As a director, I’ve always connected to complexity, and to things that should be impossible in theater—because personally, that is the theater I have enjoyed the most. I have never really known how to stage plays that rely primarily on simplicity, but I feel really at home in the world of logistical problem-solving. It’s why I think I’ve frequently tackled site-specific projects, such as Violet on a bus at the A.R.T. I’m so excited about how telling stories in non-traditional locations and/or with non-traditional approaches can create another level of connection and engagement for audiences. And for Endlings, we’re so lucky to be working with a team and a theater that both delight in those sorts of challenges. I hear the A.R.T.’s mission to expand the boundaries of theater as a call for us to go further and try harder to do things that seem to be impossible.

Another unconventional element of this play is its cast: Endlings centers on four Asian women, depicted with complete storylines at a time when fully realized Asian characters are rare in Western theater and film. What has it been like to challenge that status quo?

CS: Often, Asian women in Western media aren’t given the full dignity of human beings. They are onscreen or onstage only to serve white stories. In this play, that is obviously not the case. We’re lucky to have a spectacular cast for this production. They’ve all done incredible work in their careers. This is hardly the first time any of them have been given a substantial or meaty role. But in a way, they still remind me of the haenyeos: they have been devoted to a craft for decades, even though the real estate available to them is often inhospitable. That they’ve been able to succeed consistently is not proof against the uphill battle they face—it’s just proof of their own strength and ability.

SC: I think we’re also challenging an ageism too often present in theater: there’s an idea that once you’re a certain age, you can no longer play certain parts or do certain things. But the haenyeos—and the women playing them here—are setting an example for us in demonstrating that you’re never too old to do incredible work. To our knowledge, the oldest haenyeo in South Korea right now is 98 years old, and she dives every day.

As part of your research for the production, Sammi, you traveled to South Korea to meet haenyeos in person and learn about their work. What can you tell us about that trip?

SC: I traveled with Diane Borger, A.R.T.’s Executive Producer, to Jeju Island, in addition to a number of other cities in South Korea. There are four thousand haenyeos currently living on Jeju—we stayed in a fishing town where many of them live, so we got to wake up in the morning and watch them dive into the sea. We also visited a haenyeo museum and watched a haenyeo diving show. We got to know several groups of haenyeos and discuss the play with them. That experience was very helpful from a research perspective, and it was also important for me to understand their culture firsthand, rather than just through the videos that you can find online.

Diane and I also planned to visit Man-Jae Island, but we ultimately weren’t able to make the final leg of the trip due to rough seas. We started on Jeju, took a five-hour ferry to a city called Mokpo, and there, we were told that the six-hour fishing boat journey to Man-Jae was too dangerous in current conditions and it was unclear when it might be safe again. More than disappointment, that experience made the play feel real to me. I felt how cut off these women actually are from the outside world.

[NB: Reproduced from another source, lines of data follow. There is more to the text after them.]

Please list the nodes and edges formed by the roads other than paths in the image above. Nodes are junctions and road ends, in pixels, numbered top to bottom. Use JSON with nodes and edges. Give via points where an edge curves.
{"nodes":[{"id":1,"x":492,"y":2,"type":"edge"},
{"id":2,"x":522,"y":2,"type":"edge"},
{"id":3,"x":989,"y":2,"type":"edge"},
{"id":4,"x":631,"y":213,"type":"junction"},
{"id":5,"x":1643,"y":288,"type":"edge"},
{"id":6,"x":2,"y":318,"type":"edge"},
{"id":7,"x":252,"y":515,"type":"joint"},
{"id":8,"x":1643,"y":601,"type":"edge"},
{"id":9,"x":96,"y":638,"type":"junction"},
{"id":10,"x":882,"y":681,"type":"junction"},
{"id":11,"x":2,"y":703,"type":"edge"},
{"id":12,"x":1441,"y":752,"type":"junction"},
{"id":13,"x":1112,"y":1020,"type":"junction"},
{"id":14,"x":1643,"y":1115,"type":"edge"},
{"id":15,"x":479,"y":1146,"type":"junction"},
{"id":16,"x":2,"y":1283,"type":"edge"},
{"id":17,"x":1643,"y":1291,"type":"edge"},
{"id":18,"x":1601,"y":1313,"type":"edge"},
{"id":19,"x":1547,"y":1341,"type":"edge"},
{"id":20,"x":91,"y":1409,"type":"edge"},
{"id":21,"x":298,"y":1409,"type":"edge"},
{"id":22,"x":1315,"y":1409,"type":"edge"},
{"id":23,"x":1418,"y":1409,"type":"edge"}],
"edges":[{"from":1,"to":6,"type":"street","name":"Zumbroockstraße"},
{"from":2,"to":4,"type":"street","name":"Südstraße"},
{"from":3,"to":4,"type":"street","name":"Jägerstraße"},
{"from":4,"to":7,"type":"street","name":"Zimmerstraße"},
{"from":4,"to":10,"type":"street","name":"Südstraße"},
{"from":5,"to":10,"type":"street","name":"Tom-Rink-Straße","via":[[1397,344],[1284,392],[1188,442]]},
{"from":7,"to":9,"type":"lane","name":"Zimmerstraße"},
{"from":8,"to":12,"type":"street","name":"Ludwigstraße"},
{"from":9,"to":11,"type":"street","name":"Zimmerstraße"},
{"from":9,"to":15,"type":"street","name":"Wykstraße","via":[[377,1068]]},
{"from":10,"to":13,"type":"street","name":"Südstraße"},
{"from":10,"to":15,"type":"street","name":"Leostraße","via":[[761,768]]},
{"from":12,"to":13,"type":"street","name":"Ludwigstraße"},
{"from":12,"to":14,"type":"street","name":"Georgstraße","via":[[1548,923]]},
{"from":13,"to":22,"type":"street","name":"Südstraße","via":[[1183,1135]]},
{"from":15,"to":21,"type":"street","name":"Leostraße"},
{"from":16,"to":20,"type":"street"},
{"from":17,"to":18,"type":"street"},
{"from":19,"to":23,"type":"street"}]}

Celine, Endlings makes a comparison between going to a play and making an immigrant’s journey: by visiting this remote island and its stories, the audience is transported to a new place. How does that experience work?

CS: Immigration means that you will never be the same again. When I left Korea, that move meant that, on some level, I was abandoning what it is like to be Korean. And I can also never “fully” be Canadian or a New Yorker. When you immigrate, you enter into a space where you are no longer what you were. So my dream is for people to come see this play and really feel like an immigrant. I don’t want the way you look at the ocean, the way you think about real estate, the way you think about your grandmothers, to ever be the same again.

Interview by A.R.T Editor and Assistant Dramaturg Robert Duffley.